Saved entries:
┌──

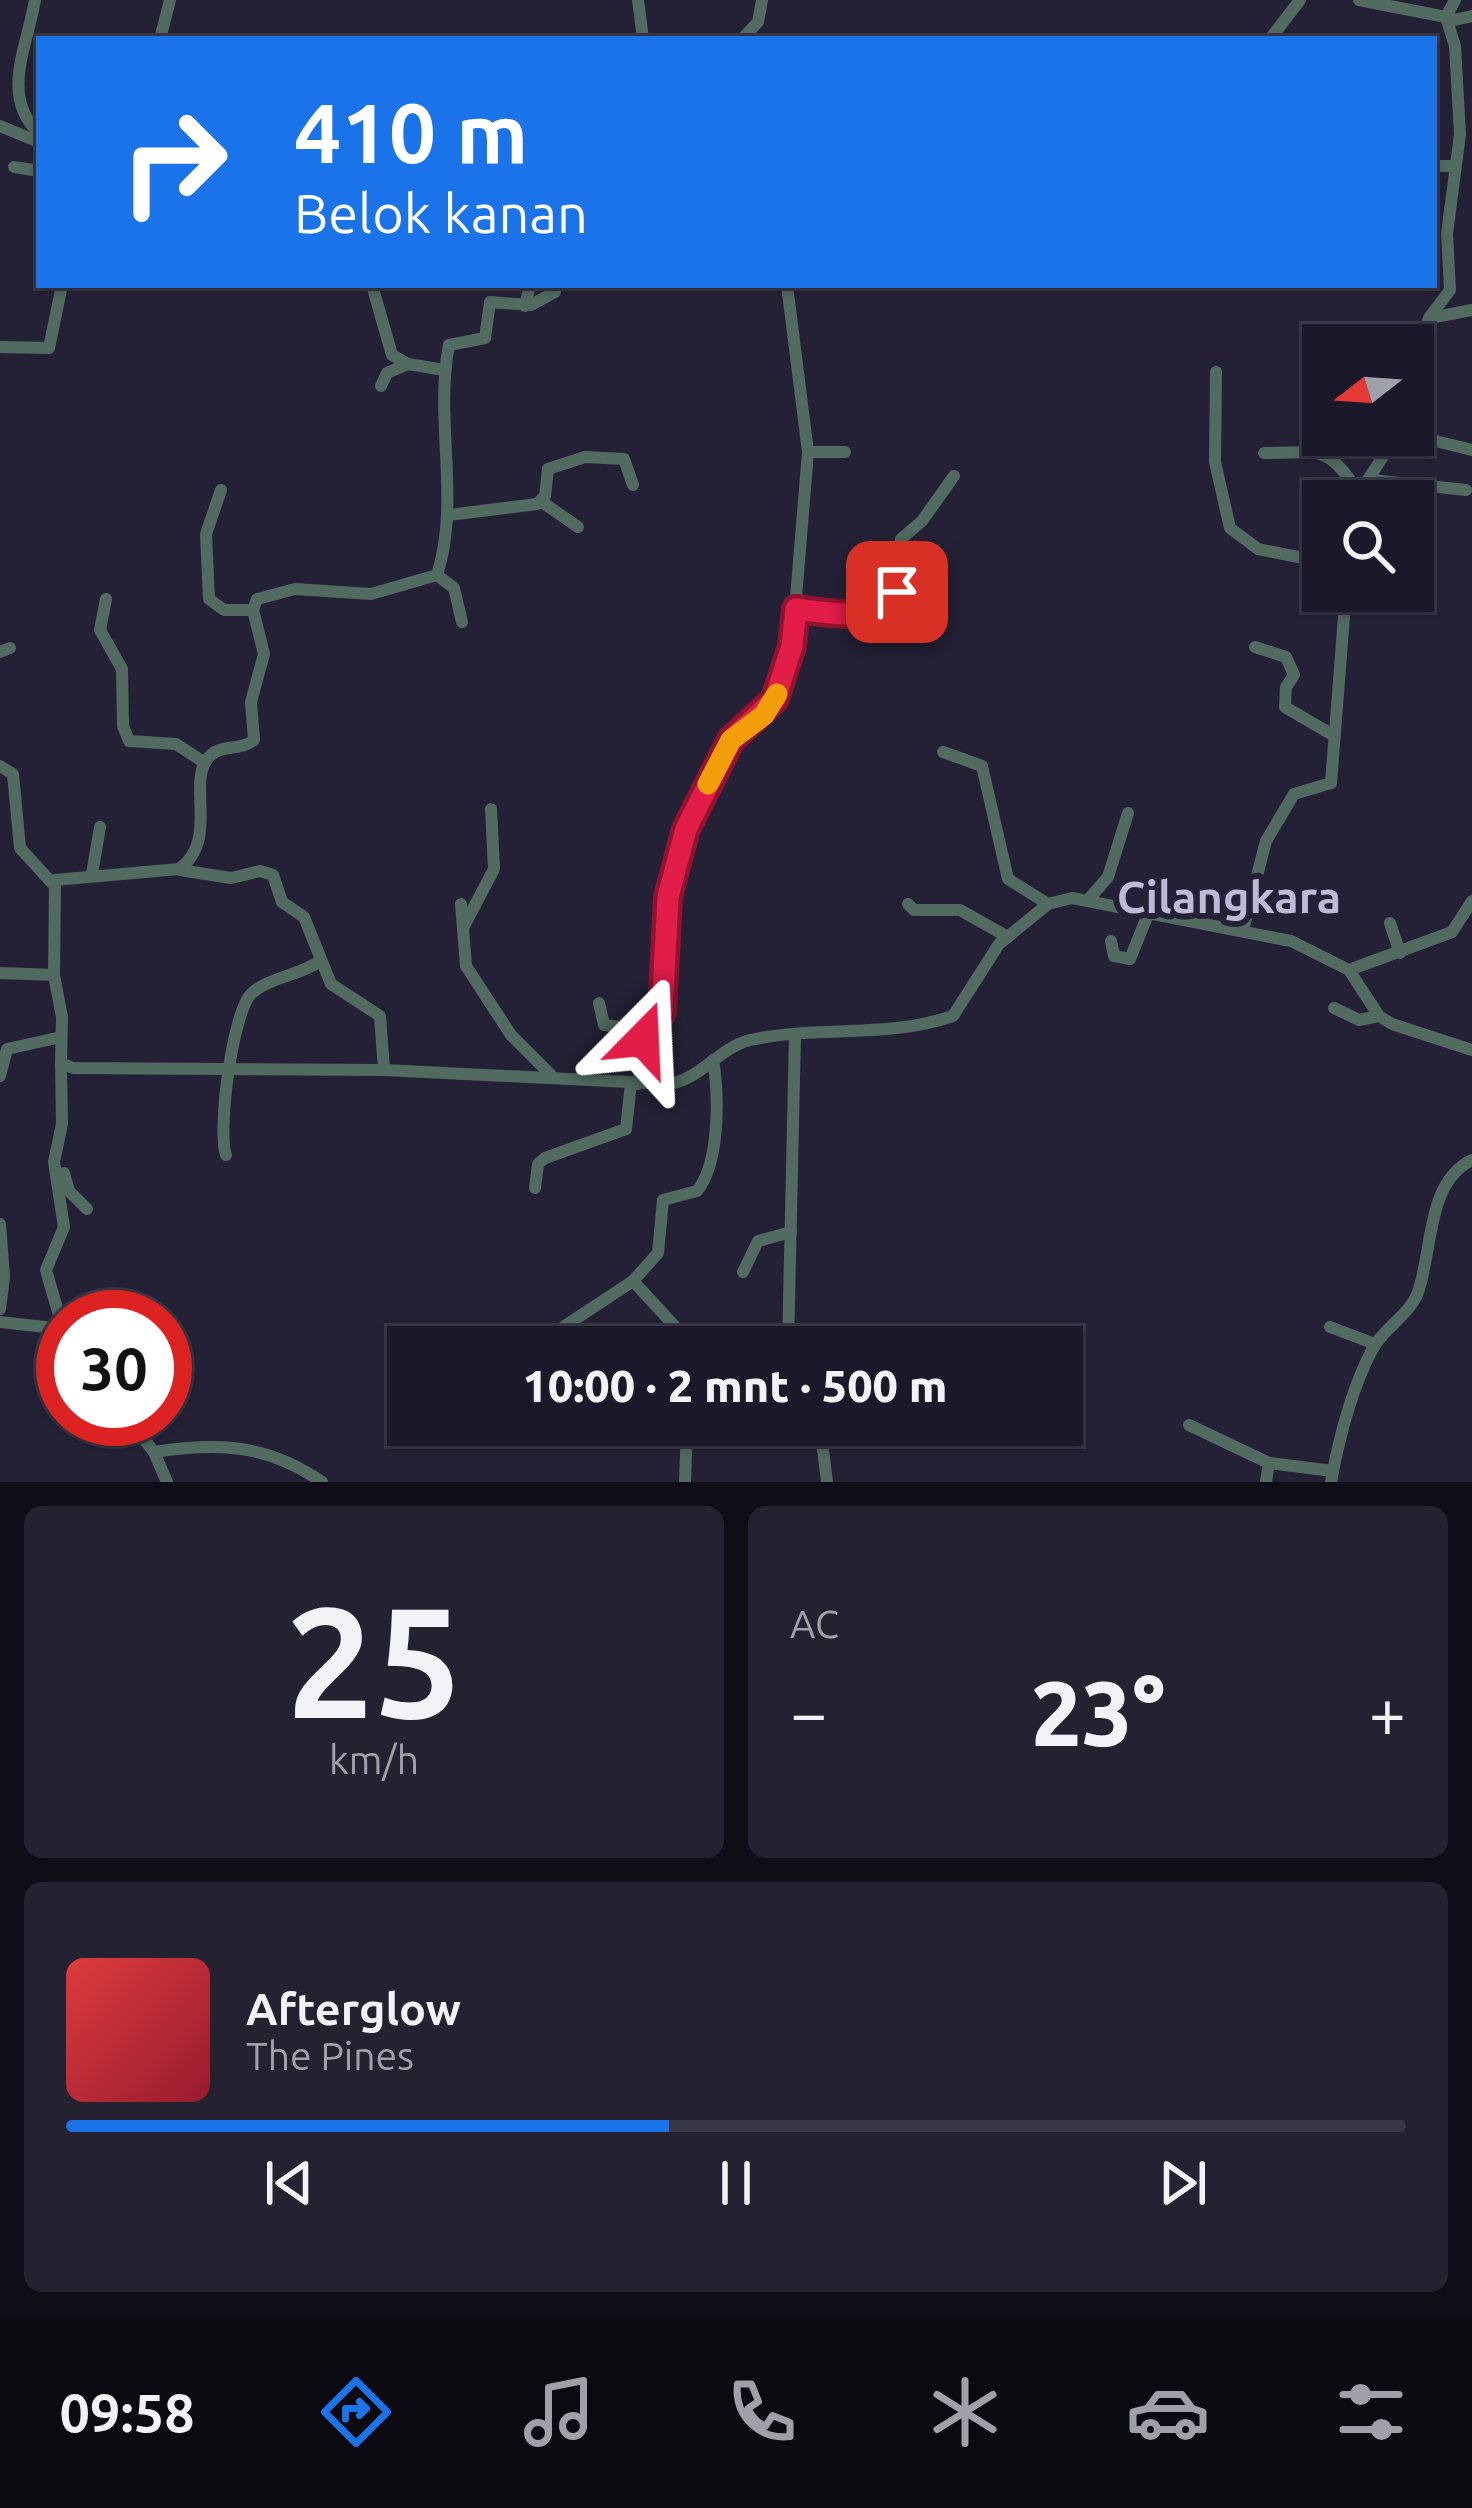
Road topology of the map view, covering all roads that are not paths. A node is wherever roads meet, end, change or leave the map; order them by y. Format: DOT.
graph roads {
  1 [pos="35,0"];
  2 [pos="170,0"];
  3 [pos="638,0"];
  4 [pos="762,0"];
  5 [pos="1300,0"];
  6 [pos="1360,0"];
  7 [pos="1455,0"];
  8 [pos="1472,16"];
  9 [pos="1448,19"];
  10 [pos="161,36"];
  11 [pos="643,36"];
  12 [pos="745,36"];
  13 [pos="1272,36"];
  14 [pos="1465,94"];
  15 [pos="0,126"];
  16 [pos="36,133"];
  17 [pos="36,136"];
  18 [pos="14,166"];
  19 [pos="1437,166"];
  20 [pos="1455,166"];
  21 [pos="36,170"];
  22 [pos="61,288"];
  23 [pos="373,288"];
  24 [pos="492,288"];
  25 [pos="529,288"];
  26 [pos="788,288"];
  27 [pos="555,292"];
  28 [pos="493,301"];
  29 [pos="526,306"];
  30 [pos="1472,310"];
  31 [pos="1429,319"];
  32 [pos="1428,324"];
  33 [pos="0,347"];
  34 [pos="408,364"];
  35 [pos="444,370"];
  36 [pos="1216,371"];
  37 [pos="380,386"];
  38 [pos="1434,441"];
  39 [pos="1472,450"];
  40 [pos="808,452"];
  41 [pos="845,452"];
  42 [pos="1264,453"];
  43 [pos="1385,456"];
  44 [pos="954,476"];
  45 [pos="1347,480"];
  46 [pos="1372,480"];
  47 [pos="633,485"];
  48 [pos="1434,487"];
  49 [pos="221,490"];
  50 [pos="1466,490"];
  51 [pos="542,502"];
  52 [pos="449,515"];
  53 [pos="578,527"];
  54 [pos="1302,558"];
  55 [pos="437,575"];
  56 [pos="106,598"];
  57 [pos="796,609"];
  58 [pos="254,610"];
  59 [pos="1344,612"];
  60 [pos="462,622"];
  61 [pos="1255,647"];
  62 [pos="1331,734"];
  63 [pos="943,752"];
  64 [pos="205,763"];
  65 [pos="0,766"];
  66 [pos="491,809"];
  67 [pos="1128,813"];
  68 [pos="100,826"];
  69 [pos="179,869"];
  70 [pos="92,874"];
  71 [pos="52,883"];
  72 [pos="1088,900"];
  73 [pos="1472,901"];
  74 [pos="460,904"];
  75 [pos="908,904"];
  76 [pos="1048,904"];
  77 [pos="1149,912"];
  78 [pos="1390,923"];
  79 [pos="463,929"];
  80 [pos="1243,930"];
  81 [pos="1008,937"];
  82 [pos="1112,941"];
  83 [pos="1400,952"];
  84 [pos="314,965"];
  85 [pos="1349,970"];
  86 [pos="0,973"];
  87 [pos="54,975"];
  88 [pos="599,1003"];
  89 [pos="1334,1008"];
  90 [pos="1379,1016"];
  91 [pos="649,1030"];
  92 [pos="795,1034"];
  93 [pos="62,1036"];
  94 [pos="1472,1050"];
  95 [pos="713,1060"];
  96 [pos="61,1063"];
  97 [pos="226,1067"];
  98 [pos="384,1070"];
  99 [pos="551,1075"];
  100 [pos="0,1076"];
  101 [pos="634,1083"];
  102 [pos="59,1136"];
  103 [pos="226,1155"];
  104 [pos="1472,1160"];
  105 [pos="535,1189"];
  106 [pos="87,1209"];
  107 [pos="0,1224"];
  108 [pos="791,1232"];
  109 [pos="743,1272"];
  110 [pos="633,1281"];
  111 [pos="52,1290"];
  112 [pos="0,1309"];
  113 [pos="0,1322"];
  114 [pos="36,1326"];
  115 [pos="565,1326"];
  116 [pos="675,1326"];
  117 [pos="789,1326"];
  118 [pos="1330,1327"];
  119 [pos="1375,1344"];
  120 [pos="1189,1425"];
  121 [pos="149,1446"];
  122 [pos="686,1446"];
  123 [pos="822,1446"];
  124 [pos="154,1452"];
  125 [pos="1269,1463"];
  126 [pos="1332,1476"];
  127 [pos="167,1482"];
  128 [pos="322,1482"];
  129 [pos="685,1482"];
  130 [pos="826,1482"];
  131 [pos="1266,1482"];
  1 -- 16 [label="street"];
  2 -- 10 [label="street"];
  3 -- 11 [label="street"];
  4 -- 12 [label="street"];
  5 -- 13 [label="street"];
  6 -- 9 [label="street"];
  7 -- 9 [label="street"];
  8 -- 9 [label="street"];
  9 -- 14 [label="street"];
  14 -- 20 [label="street"];
  15 -- 17 [label="street"];
  18 -- 21 [label="street"];
  19 -- 20 [label="street"];
  20 -- 31 [label="street"];
  22 -- 33 [label="street"];
  23 -- 34 [label="street"];
  24 -- 28 [label="street"];
  25 -- 29 [label="street"];
  26 -- 40 [label="street"];
  27 -- 29 [label="street"];
  28 -- 29 [label="street"];
  28 -- 35 [label="street"];
  30 -- 31 [label="street"];
  31 -- 32 [label="street"];
  34 -- 35 [label="street"];
  34 -- 37 [label="street"];
  35 -- 52 [label="street"];
  36 -- 54 [label="street"];
  38 -- 39 [label="street"];
  40 -- 41 [label="street"];
  40 -- 57 [label="street"];
  42 -- 45 [label="street"];
  43 -- 46 [label="street"];
  44 -- 57 [label="street"];
  47 -- 51 [label="street"];
  48 -- 50 [label="street"];
  49 -- 58 [label="street"];
  51 -- 52 [label="street"];
  51 -- 53 [label="street"];
  52 -- 55 [label="street"];
  55 -- 58 [label="street"];
  55 -- 60 [label="street"];
  56 -- 64 [label="street"];
  57 -- 91 [label="street"];
  58 -- 64 [label="street"];
  59 -- 62 [label="street"];
  61 -- 62 [label="street"];
  62 -- 80 [label="street"];
  63 -- 76 [label="street"];
  64 -- 69 [label="street"];
  65 -- 71 [label="street"];
  66 -- 79 [label="street"];
  67 -- 72 [label="street"];
  68 -- 70 [label="street"];
  69 -- 70 [label="street"];
  69 -- 84 [label="street"];
  70 -- 71 [label="street"];
  71 -- 87 [label="street"];
  72 -- 76 [label="street"];
  72 -- 77 [label="street"];
  73 -- 83 [label="street"];
  74 -- 79 [label="street"];
  75 -- 81 [label="street"];
  76 -- 81 [label="street"];
  77 -- 80 [label="street"];
  77 -- 82 [label="street"];
  78 -- 83 [label="street"];
  79 -- 99 [label="street"];
  80 -- 85 [label="street"];
  81 -- 92 [label="street"];
  83 -- 85 [label="street"];
  84 -- 97 [label="street"];
  84 -- 98 [label="street"];
  85 -- 90 [label="street"];
  86 -- 87 [label="street"];
  87 -- 93 [label="street"];
  88 -- 91 [label="street"];
  89 -- 90 [label="street"];
  90 -- 94 [label="street"];
  91 -- 101 [label="street"];
  92 -- 95 [label="street"];
  92 -- 108 [label="street"];
  93 -- 96 [label="street"];
  93 -- 100 [label="street"];
  95 -- 101 [label="street"];
  95 -- 110 [label="street"];
  96 -- 97 [label="street"];
  96 -- 102 [label="street"];
  97 -- 98 [label="street"];
  97 -- 103 [label="street"];
  98 -- 99 [label="street"];
  99 -- 101 [label="street"];
  101 -- 105 [label="street"];
  102 -- 106 [label="street"];
  102 -- 111 [label="street"];
  104 -- 119 [label="street"];
  107 -- 112 [label="street"];
  108 -- 109 [label="street"];
  108 -- 117 [label="street"];
  110 -- 115 [label="street"];
  110 -- 116 [label="street"];
  113 -- 114 [label="street"];
  118 -- 119 [label="street"];
  119 -- 126 [label="street"];
  120 -- 125 [label="street"];
  121 -- 124 [label="street"];
  122 -- 129 [label="street"];
  123 -- 130 [label="street"];
  124 -- 127 [label="street"];
  124 -- 128 [label="street"];
  125 -- 126 [label="street"];
  125 -- 131 [label="street"];
}
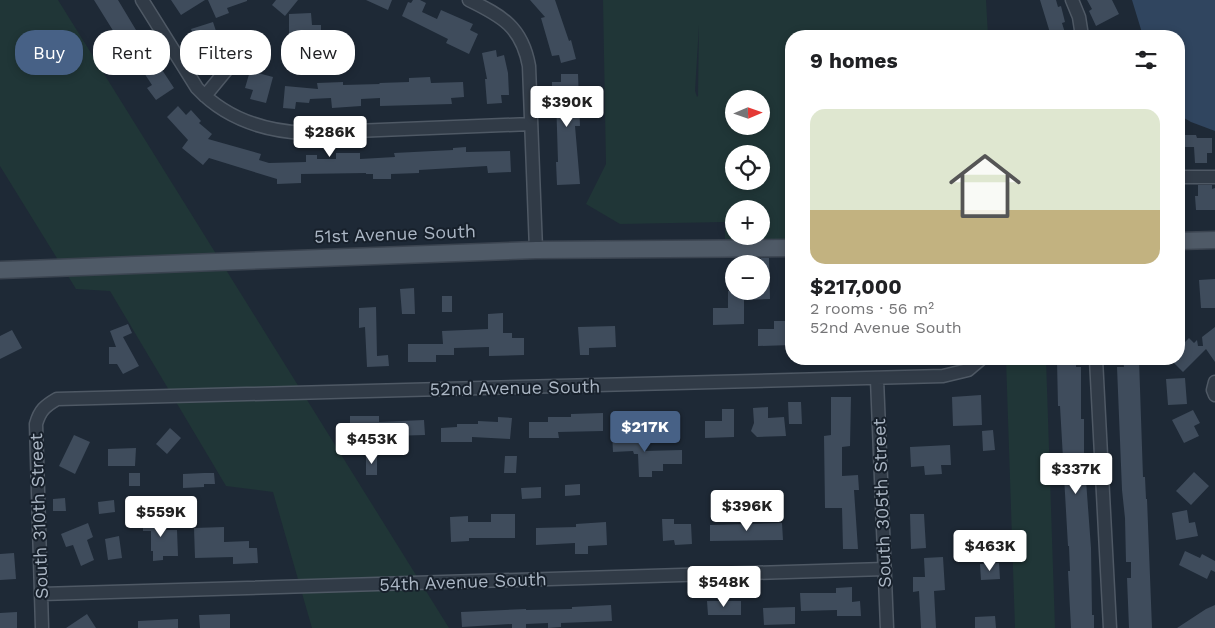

└──

§ **What this task involves**
A complete answer lists each line of the data that holds the word "roads".

§ **Solved exercise**
Road topology of the map view, covering all roads that are not paths. A node is wherever roads meet, end, change or leave the map; order them by y. Format: DOT.
graph roads {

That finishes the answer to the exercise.